AWS DeepRacer
Developer Guide

Understand Reinforcement Learning in AWS DeepRacer

AWS DeepRacer uses reinforcement learning to enable the AWS DeepRacer 1/18th scale vehicle to drive autonomously. To achieve this, you train and evaluate a reinforcement learning model in a virtual environment with a simulated track. After the training, you upload the trained model artifacts to your AWS DeepRacer vehicle. You can then set the vehicle for autonomous driving in a physical environment with a real track.

Training a reinforcement learning model can be challenging, especially if you're new to the field. AWS DeepRacer simplifies the process by integrating required components together and providing easy-to-follow wizard-like task templates. However, it's helpful to have a good understanding of the basics of reinforcement learning training implemented in AWS DeepRacer.

Overview of Reinforcement Learning

In reinforcement learning, an agent with an objective interacts with an environment to maximize the agent's total reward. The agent takes an action, guided by a strategy referred to as a policy, at a given environment state and reaches a new state. There is an immediate reward associated with any action. The reward is a measure of the desirability of the action. This immediate reward is considered to be returned by the environment.
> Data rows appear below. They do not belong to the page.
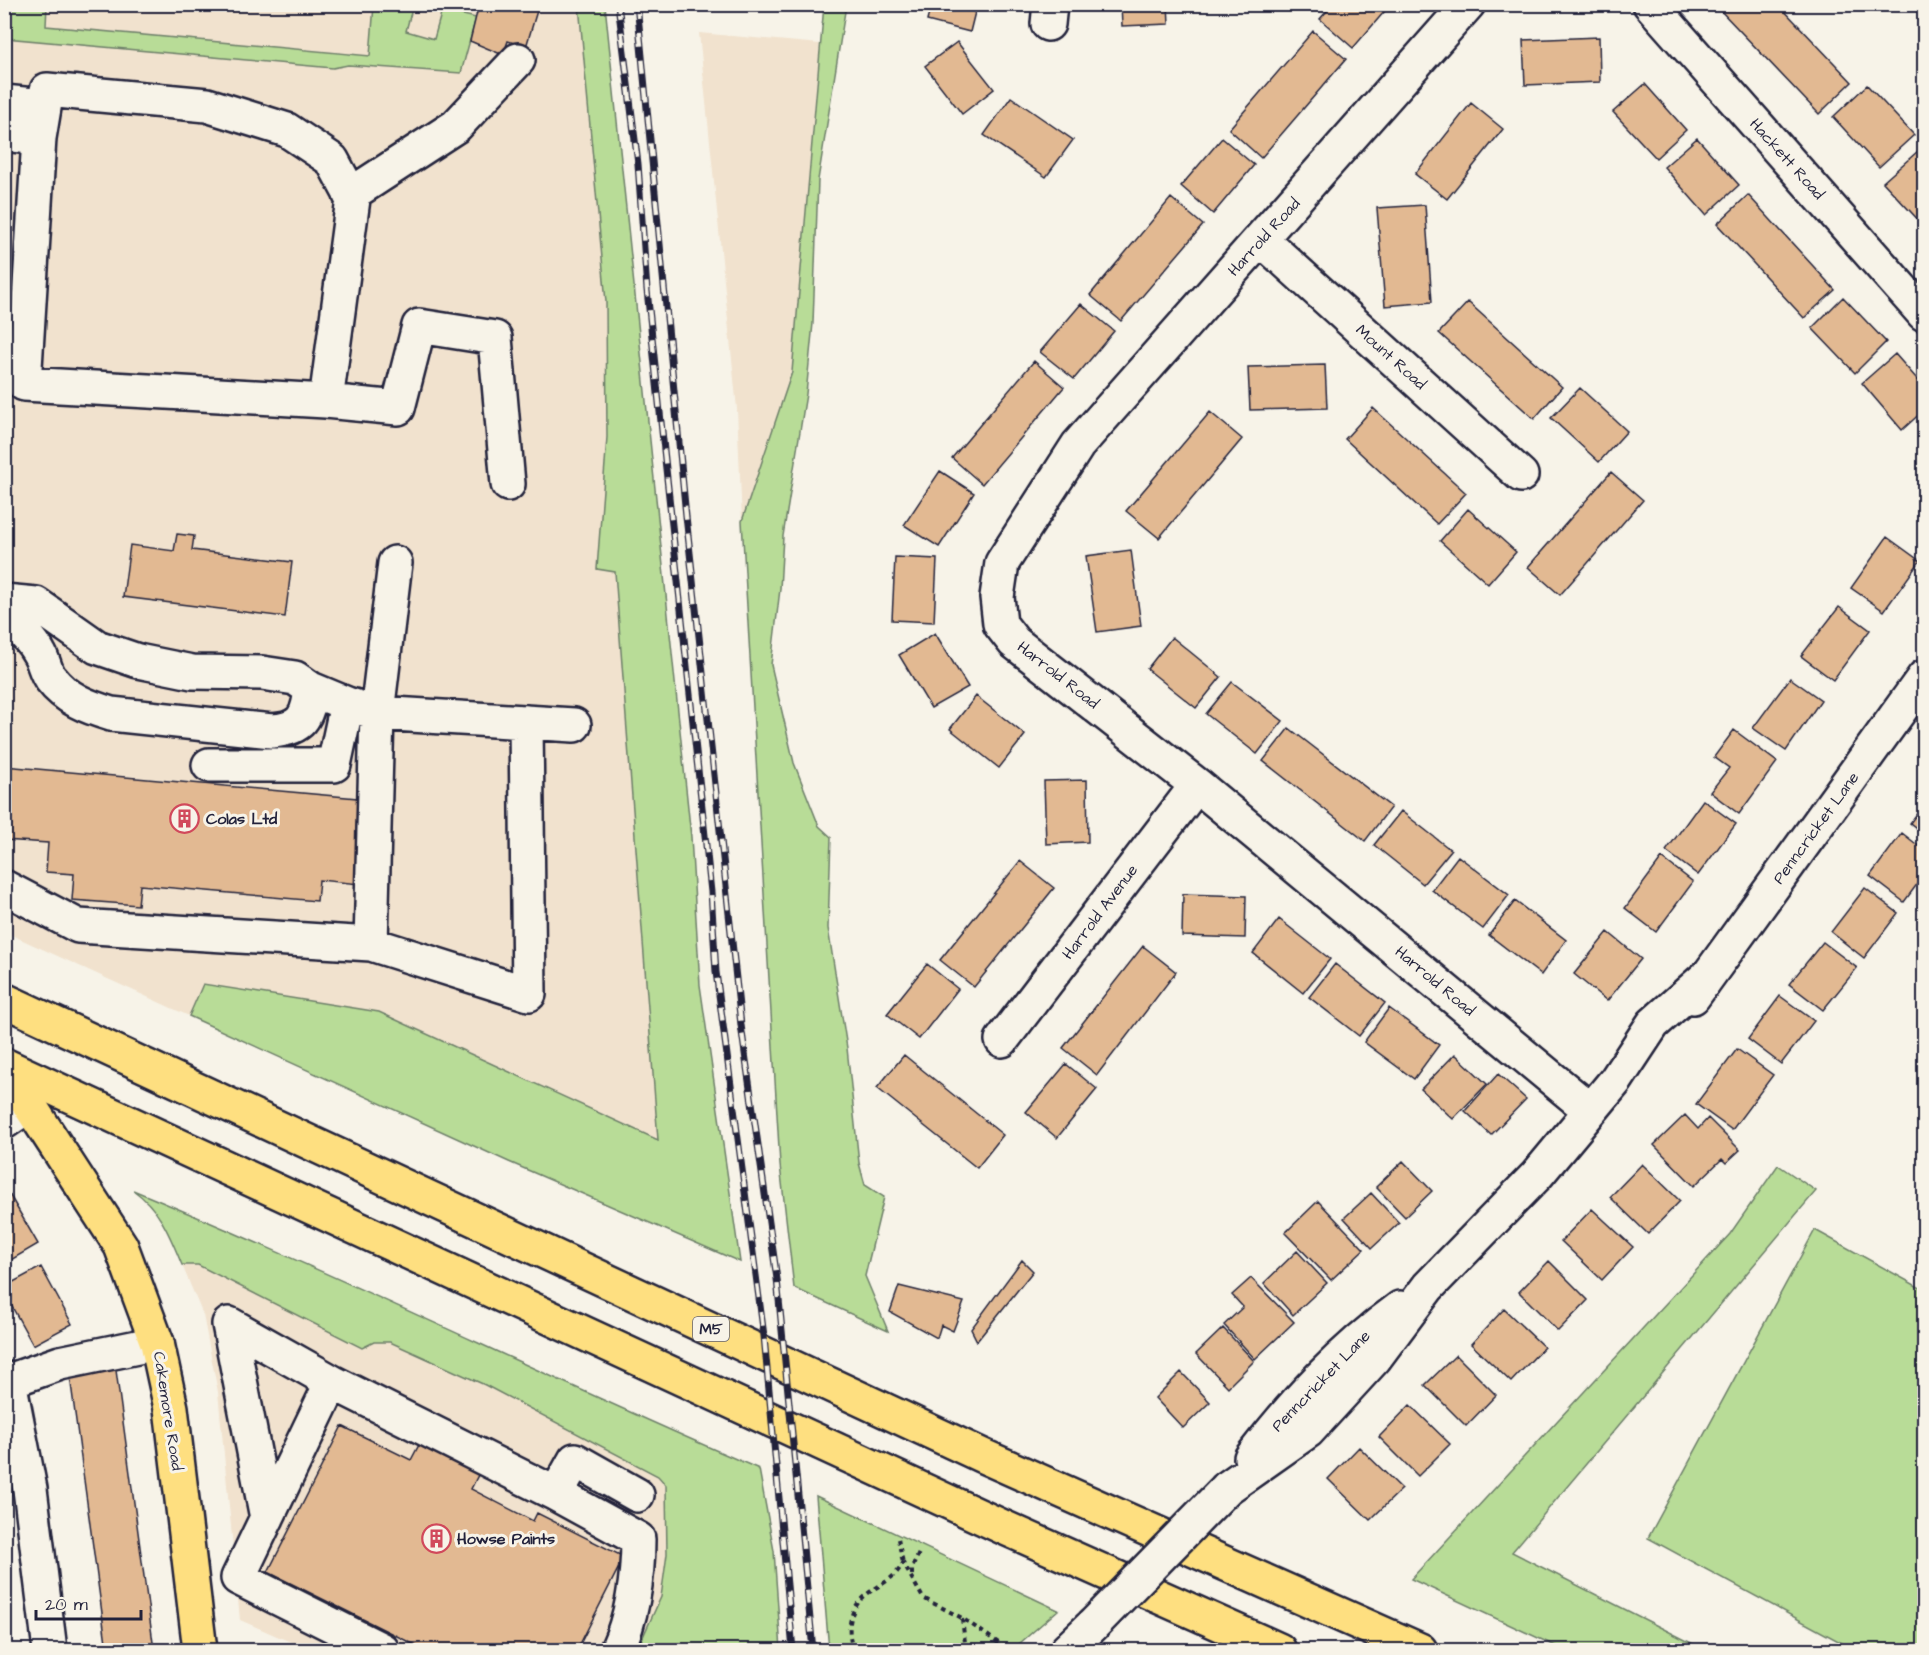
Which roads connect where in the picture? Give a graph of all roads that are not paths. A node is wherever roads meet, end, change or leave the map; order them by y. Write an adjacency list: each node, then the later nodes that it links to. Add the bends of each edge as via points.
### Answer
1 (1468, 4): 8 (street, Harrold Road)
2 (1650, 4): 9 (street, Hackett Road)
3 (519, 60): 7 (street, via 456,126)
4 (4, 102): 5 (street)
5 (41, 122): 6 (street); 7 (street, via 47,90 207,105 287,130 332,160); 10 (street, via 24,384)
6 (4, 134)
7 (350, 195): 10 (street, via 353,200)
8 (1262, 240): 11 (street, Mount Road); 22 (street, Harrold Road, via 1078,445 1002,563 997,597 1000,624 1014,642)
9 (1924, 314)
10 (326, 401): 12 (street, via 398,408 419,326 495,338)
11 (1521, 475)
12 (508, 484)
13 (395, 563): 18 (street)
14 (4, 601): 17 (street, via 36,604 97,647 138,661 192,672 295,678)
15 (4, 615): 17 (street, via 29,638 50,678 64,693 111,714 288,730 299,725 309,705)
16 (1924, 677): 28 (street, Penncricket Lane, via 1705,978 1669,1036 1616,1080)
17 (311, 689): 18 (street)
18 (362, 708): 19 (street); 21 (street, via 334,765); 24 (street)
19 (526, 722): 20 (street); 24 (street, via 529,994)
20 (574, 725)
21 (209, 765)
22 (1197, 785): 26 (street, Harrold Avenue); 28 (street, Harrold Road)
23 (4, 887): 24 (street, via 78,926)
24 (371, 944)
25 (4, 1000): 43 (main road, M5, via 983,1456)
26 (1002, 1040)
27 (4, 1066): 29 (main road, Cakemore Road); 42 (main road, via 1003,1527)
28 (1590, 1110): 41 (street, Penncricket Lane, bridge, via 1537,1175 1428,1287 1375,1358 1308,1431 1227,1488)
29 (17, 1114): 30 (main road, Cakemore Road, via 62,1156 121,1246)
30 (157, 1342): 36 (main road, Cakemore Road, via 171,1408); 37 (street, via 60,1363 9,1381 30,1489)
31 (332, 1382): 32 (street); 34 (street); 34 (street, via 229,1324)
32 (556, 1494): 33 (street, via 575,1460); 40 (street, via 638,1539 638,1576)
33 (637, 1495)
34 (267, 1518): 35 (street)
35 (238, 1578): 36 (street); 39 (street)
36 (192, 1585): 38 (main road, Cakemore Road)
37 (50, 1650)
38 (200, 1650)
39 (382, 1650)
40 (617, 1650)
41 (1067, 1650)
42 (1279, 1650)
43 (1420, 1650)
The goal of the reinforcement learning in AWS DeepRacer is to learn the optimal policy in a given environment. Learning is an iterative process of trials and errors. The agent takes the random initial action to arrive at a new state. Then the agent iterates the step from the new state to the next one. Over time, the agent discovers actions that lead to the maximum long-term rewards. The interaction of the agent from an initial state to a terminal state is called an episode.

The following sketch illustrates this learning process:


                Image: An overview of reinforcement learning.
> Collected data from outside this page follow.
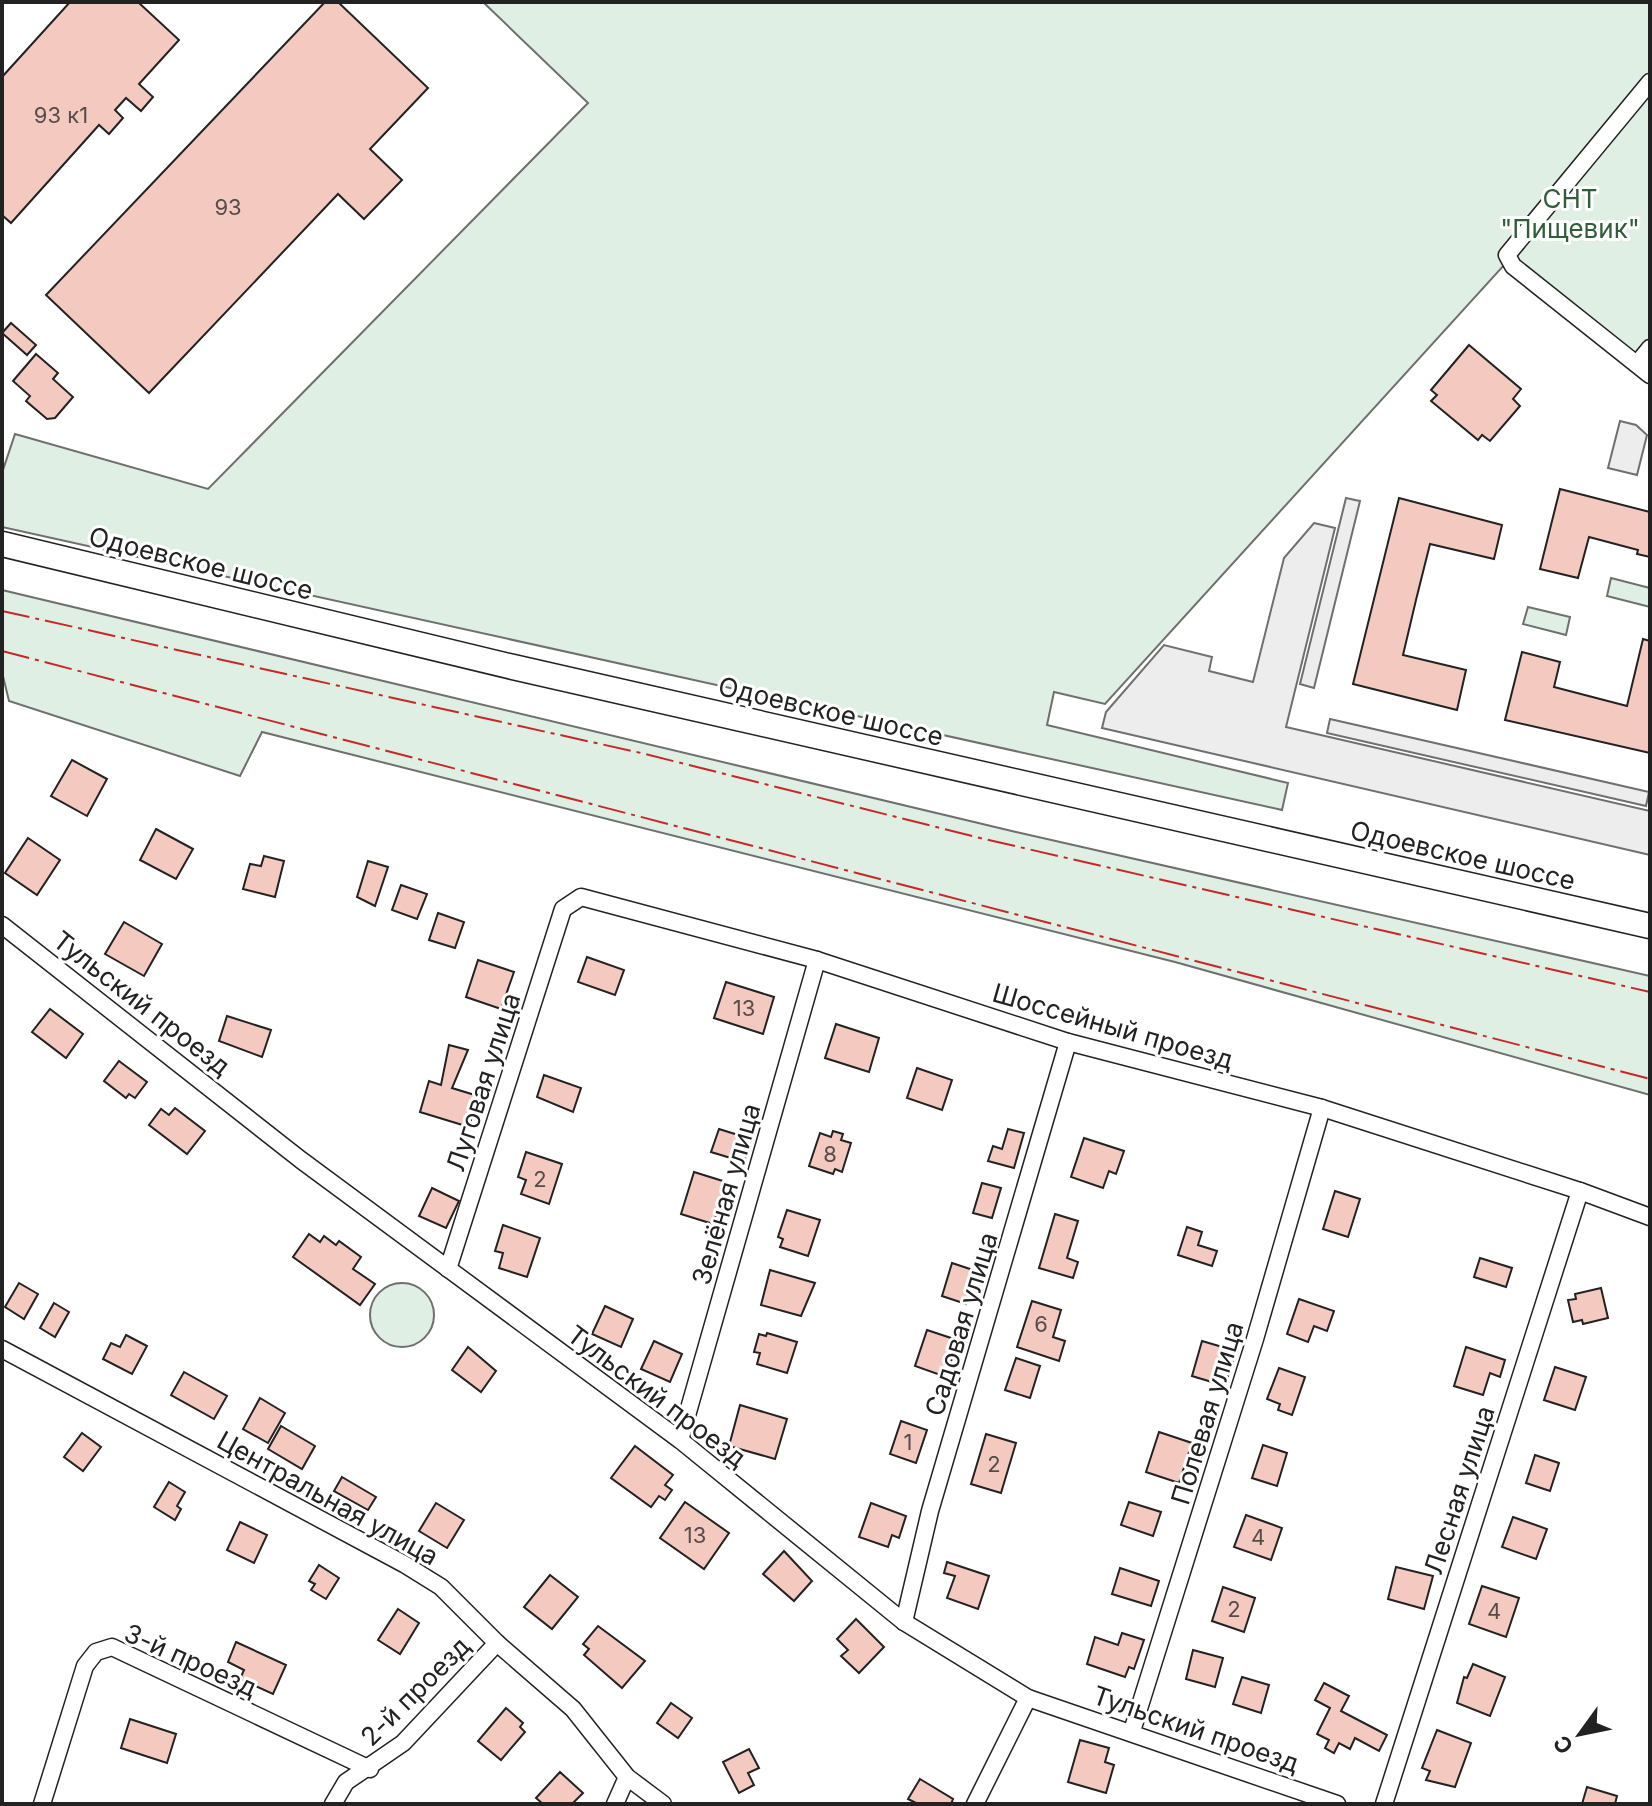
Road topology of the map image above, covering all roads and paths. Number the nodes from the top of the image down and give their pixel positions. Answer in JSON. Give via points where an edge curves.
{"nodes":[{"id":1,"x":1650,"y":82,"type":"edge"},
{"id":2,"x":1650,"y":348,"type":"edge"},
{"id":3,"x":1643,"y":370,"type":"edge"},
{"id":4,"x":2,"y":544,"type":"edge"},
{"id":5,"x":563,"y":909,"type":"joint"},
{"id":6,"x":2,"y":925,"type":"edge"},
{"id":7,"x":1650,"y":926,"type":"edge"},
{"id":8,"x":817,"y":960,"type":"junction"},
{"id":9,"x":1068,"y":1042,"type":"junction"},
{"id":10,"x":1322,"y":1108,"type":"junction"},
{"id":11,"x":1580,"y":1191,"type":"junction"},
{"id":12,"x":1650,"y":1217,"type":"edge"},
{"id":13,"x":448,"y":1269,"type":"junction"},
{"id":14,"x":2,"y":1349,"type":"edge"},
{"id":15,"x":680,"y":1440,"type":"junction"},
{"id":16,"x":904,"y":1622,"type":"junction"},
{"id":17,"x":497,"y":1643,"type":"junction"},
{"id":18,"x":1028,"y":1698,"type":"junction"},
{"id":19,"x":1132,"y":1731,"type":"junction"},
{"id":20,"x":370,"y":1769,"type":"junction"},
{"id":21,"x":627,"y":1777,"type":"junction"},
{"id":22,"x":42,"y":1804,"type":"edge"},
{"id":23,"x":333,"y":1804,"type":"edge"},
{"id":24,"x":615,"y":1804,"type":"edge"},
{"id":25,"x":663,"y":1804,"type":"edge"},
{"id":26,"x":975,"y":1804,"type":"edge"},
{"id":27,"x":1337,"y":1804,"type":"edge"},
{"id":28,"x":1384,"y":1804,"type":"edge"}],
"edges":[{"from":1,"to":3,"type":"street","via":[[1507,255],[1513,266]]},
{"from":2,"to":3,"type":"street"},
{"from":4,"to":7,"type":"main road","name":"Одоевское шоссе","via":[[544,674]]},
{"from":5,"to":8,"type":"street","name":"Шоссейный проезд","via":[[581,897]]},
{"from":5,"to":13,"type":"street","name":"Луговая улица"},
{"from":6,"to":13,"type":"street","name":"Тульский проезд"},
{"from":8,"to":9,"type":"street","name":"Шоссейный проезд"},
{"from":8,"to":15,"type":"street","name":"Зелёная улица"},
{"from":9,"to":10,"type":"street","name":"Шоссейный проезд"},
{"from":9,"to":16,"type":"street","name":"Садовая улица","via":[[930,1511]]},
{"from":10,"to":11,"type":"street","name":"Шоссейный проезд"},
{"from":10,"to":19,"type":"street","name":"Полевая улица"},
{"from":11,"to":12,"type":"street","name":"Шоссейный проезд"},
{"from":11,"to":28,"type":"street","name":"Лесная улица"},
{"from":13,"to":15,"type":"street","name":"Тульский проезд"},
{"from":14,"to":17,"type":"street","name":"Центральная улица","via":[[404,1564],[441,1587]]},
{"from":15,"to":16,"type":"street","name":"Тульский проезд"},
{"from":16,"to":18,"type":"street","name":"Тульский проезд"},
{"from":17,"to":20,"type":"street","name":"2-й проезд","via":[[403,1743]]},
{"from":17,"to":21,"type":"street","name":"Центральная улица","via":[[573,1709]]},
{"from":18,"to":19,"type":"street","name":"Тульский проезд"},
{"from":18,"to":26,"type":"street"},
{"from":19,"to":27,"type":"street","name":"Тульский проезд"},
{"from":20,"to":22,"type":"street","name":"3-й проезд","via":[[112,1647],[96,1652],[85,1666]]},
{"from":20,"to":23,"type":"street","name":"2-й проезд","via":[[346,1782]]},
{"from":21,"to":24,"type":"street"},
{"from":21,"to":25,"type":"street","name":"Центральная улица"}]}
The agent embodies a neural network that represents a function to approximate the agent's policy. The image from the vehicle's front camera is the environment state and the agent action is defined by the agent's speed and steering angles.

The agent receives positive rewards if it stays on-track to finish the race and negative rewards for going off-track. An episode starts with the agent somewhere on the race track and finishes when the agent either goes off-track or completes a lap.

Note

Strictly speaking, the environment state refers to everything relevant to the problem. For example, the vehicle's position on the track as well as the shape of the track. The image fed through the camera mounted the vehicle's front does not capture the entire environment state. Hence, the environment is deemed partially observed and the input to the agent is referred to as observation rather than state. For simplicity, we use state and observation interchangeably throughout this documentation.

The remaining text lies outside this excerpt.